К ноябрю поэма приобрела совершенно новый вид, но и это был еще не окончательный текст. Слишком много значила она для Есенина, и он упорно работал, шлифуя каждую строчку. Наседкин вспоминал, как дважды заставал поэта в цилиндре и с тростью перед зеркалом, «с непередаваемой, нечеловеческой усмешкой разговаривавшим с… отражением или молча наблюдавшим за собой и как бы прислушиваясь к себе». Картина, что и говорить, не тривиальная для постороннего свидетеля. И вполне естественно, что Василий пришел к однозначному выводу: допился друг до ручки. А это была своего рода постановка спектакля, уже нашедшего воплощение в тексте.

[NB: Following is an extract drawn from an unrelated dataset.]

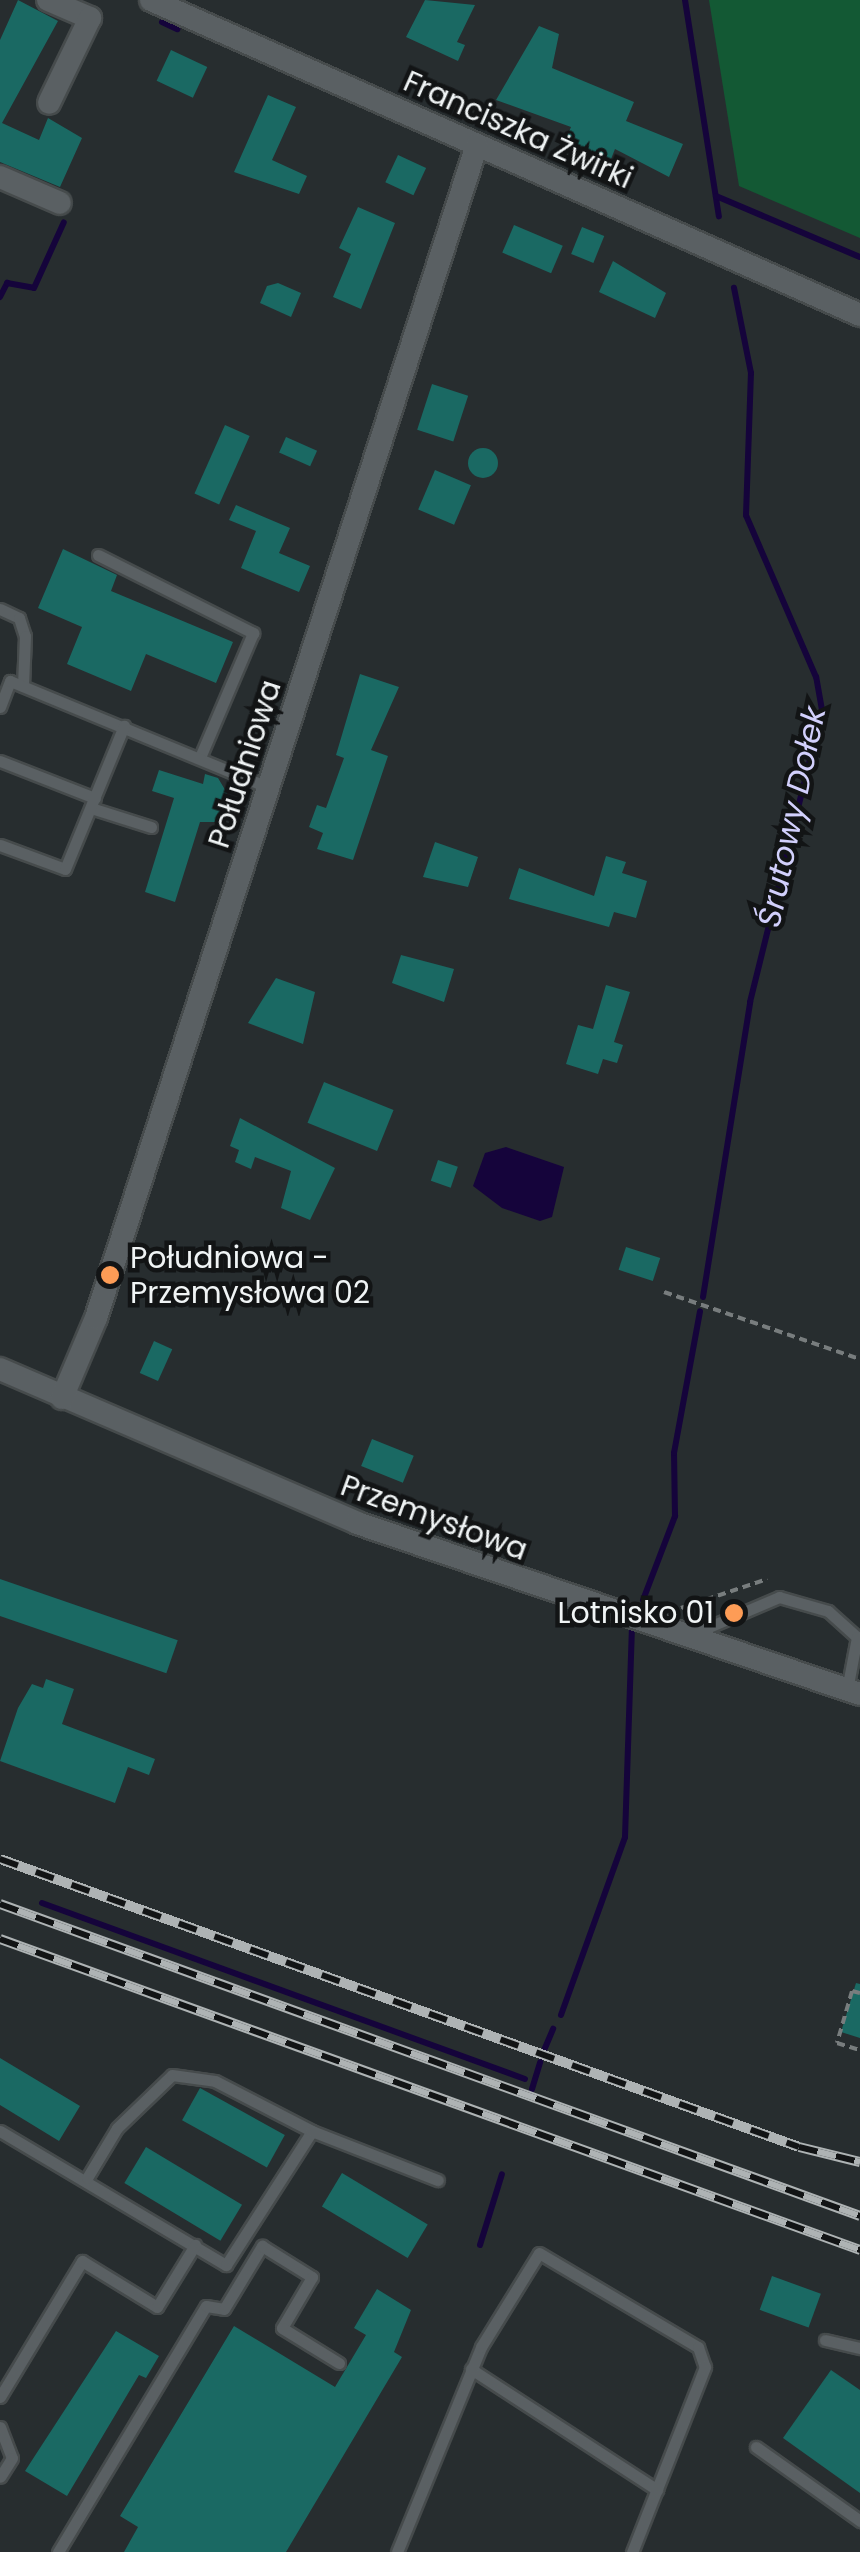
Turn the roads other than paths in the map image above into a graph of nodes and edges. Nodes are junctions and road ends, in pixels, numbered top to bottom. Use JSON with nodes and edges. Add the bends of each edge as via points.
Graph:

Есенин никогда не работал в «черновом» состоянии и недвусмысленно высказался однажды, отметая все подозрения на сей счет: «Я ведь пьяный никогда не пишу». А уж эта сверхнапряженная работа требовала особенно ясной головы и абсолютной чуткости каждого нерва.

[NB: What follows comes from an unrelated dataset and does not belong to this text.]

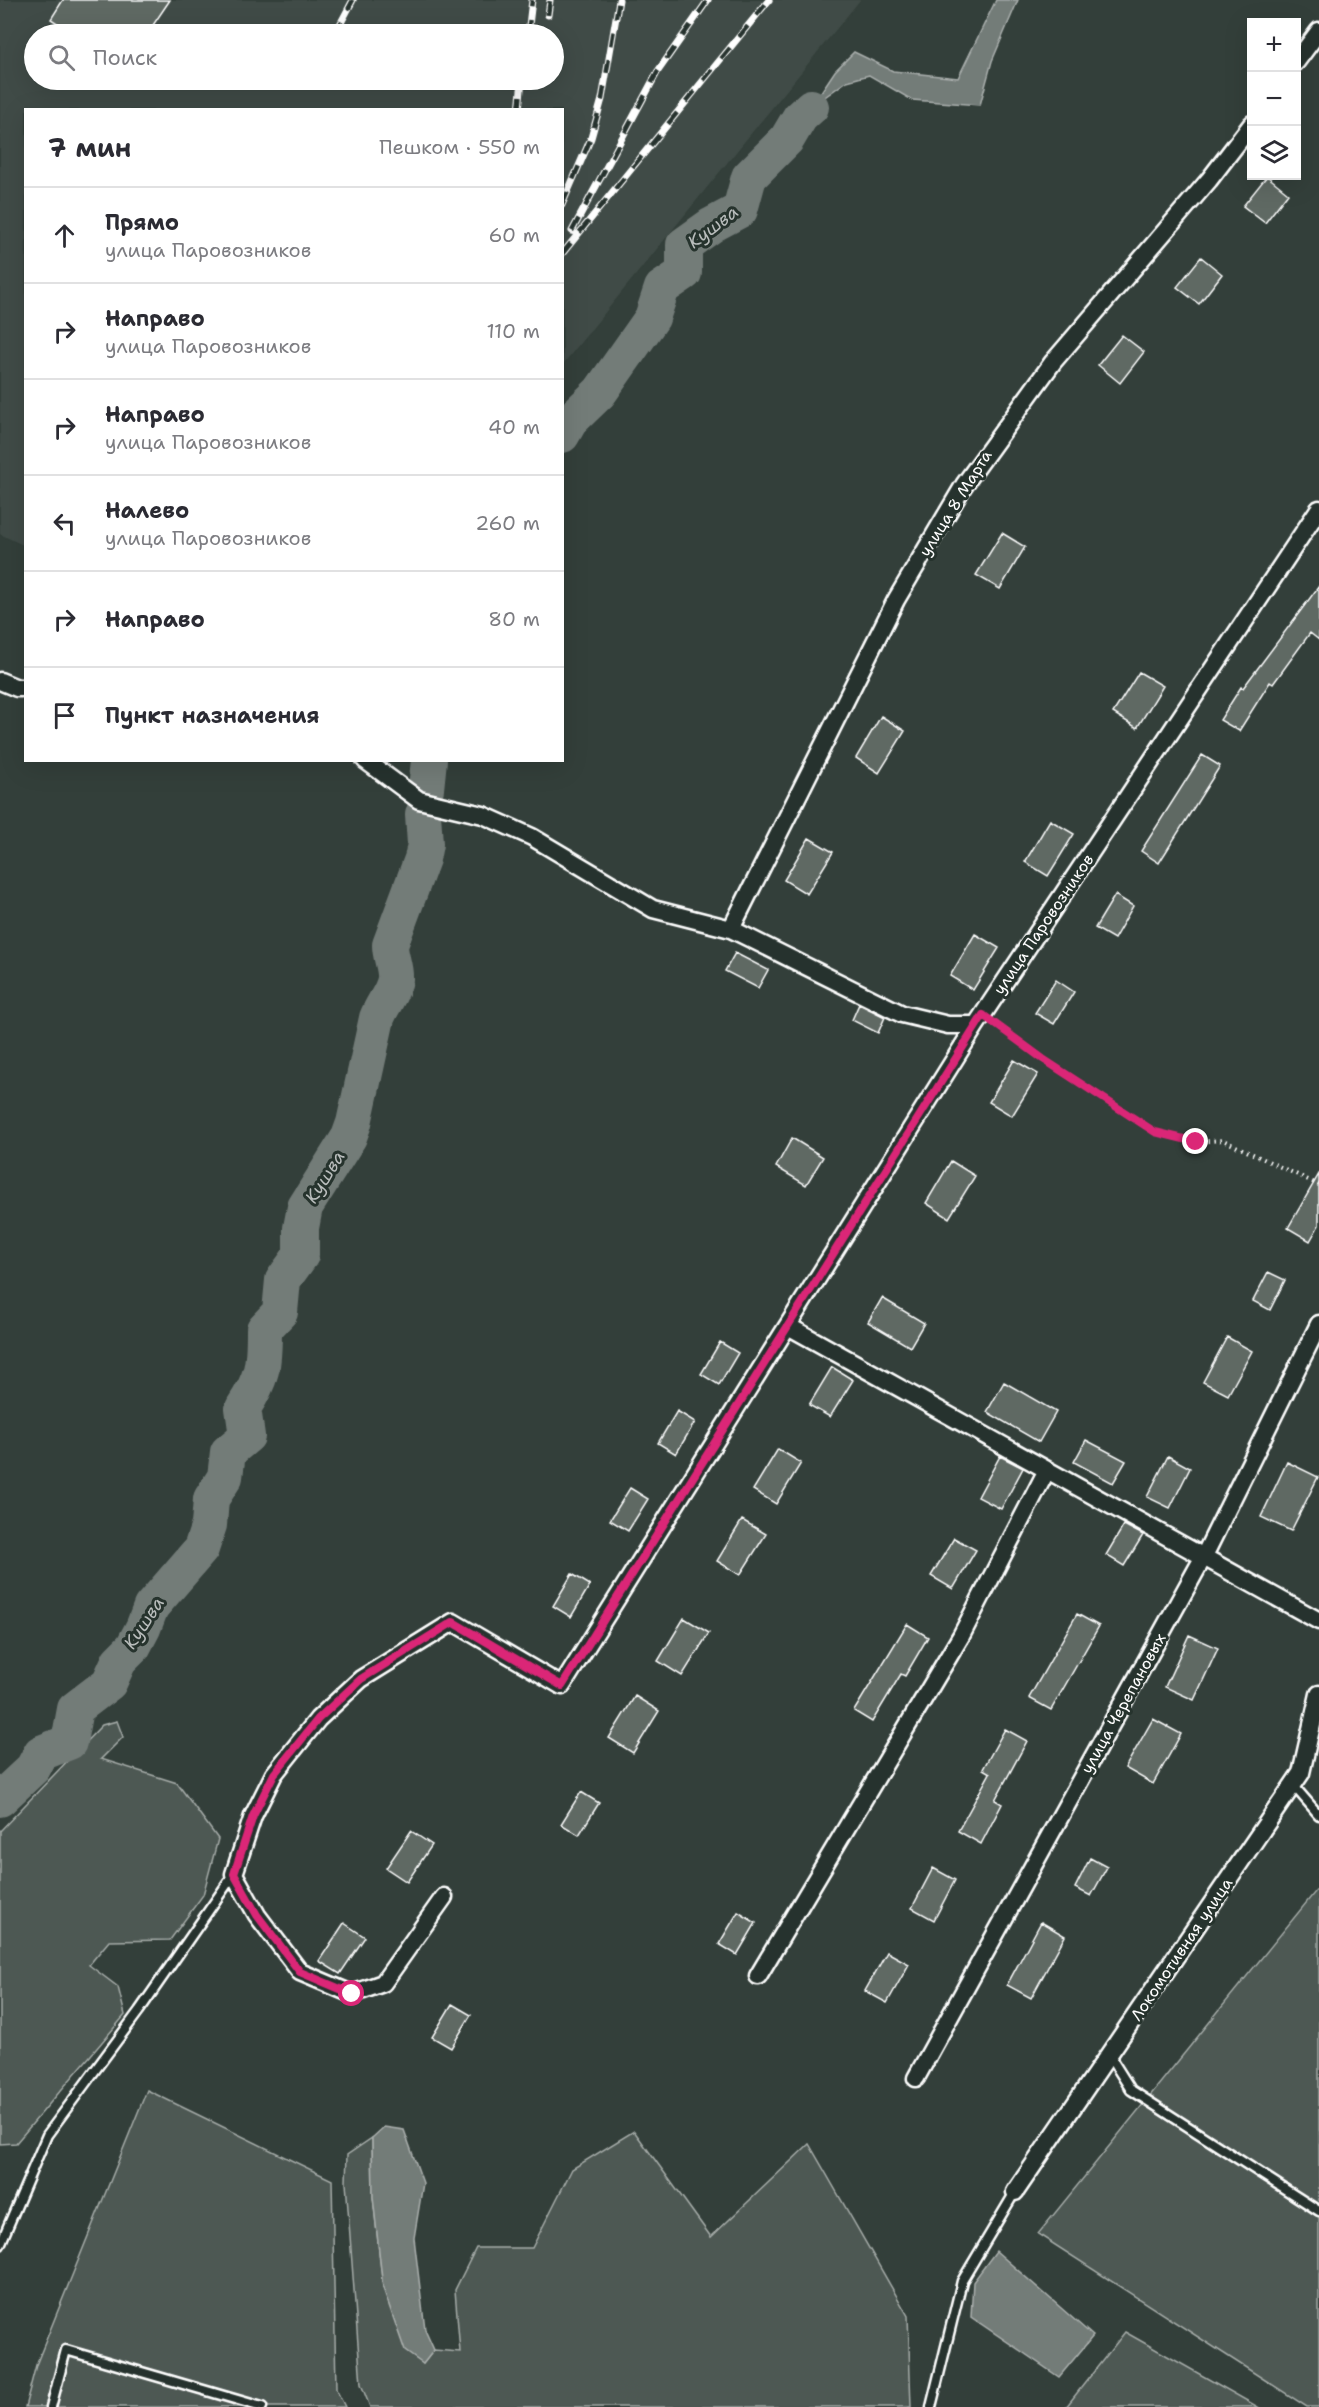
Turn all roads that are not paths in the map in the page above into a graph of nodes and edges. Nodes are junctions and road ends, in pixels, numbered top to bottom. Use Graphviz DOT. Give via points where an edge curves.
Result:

Он читал еще незаконченную поэму друзьям в Питере в начале ноября. Окончательный же беловой текст был записан 12–13 ноября и передан в редакцию «Нового мира».
Действие поэмы разворачивается глубокой ночью в полнолуние, когда силы зла властвуют безраздельно и приходят соблазнять душу поэта. Тихий зимний пейзаж, уже знакомый нам по последним лирическим стихотворениям, на сей раз теряет свою умиротворенность, и кажется, что снова нечто угрожающее притаилось в самой ночной тьме, каждое дуновение ветра воспринимается как предвестие появления «прескверного гостя»… Ощущение страшного одиночества рождает желание обратиться к неведомому другу, который, увы, не придет и не протянет руку помощи.
Голова, размахивая «крыльями» в ночи, напоминает черную птицу – вестницу несчастья в «Пугачеве». Природа снова начинает угрожать и пророчить недоброе, словно нечисть в гоголевском «Вие», бушующая вокруг Хомы Брута, она – лишь предвестие появления самого страшного: «Поднимите мне веки. Не вижу». «"Не гляди!" – шепнул какой-то внутренний голос философу. Не вытерпел он и глянул».
Поэт же вступает в поединок с нечистью, не очерчивая себя заветным кругом. Он должен заглянуть в покрытые «голубой блевотой» глаза черного гостя, так напоминающего его самого и в то же время – каждого из недавних знакомцев во фраках и цилиндрах, собирающих все черное, что окружает стихотворца, проникает ему в душу, дабы потом вытащить по строчке, извлечь по крупицам все самое отвратительное в его жизни и составить из этой мерзости свой портрет поэта.
Жизнь «какого-то прохвоста и забулдыги» разворачивает перед ним «прескверный гость», внушая, что иного портрета нет и быть не может. Так черт некогда сводил с ума Ивана Карамазова. Так Дориан Грей в ужасе смотрел на свое портретное изображение, которое становилось с каждым годом все безобразнее.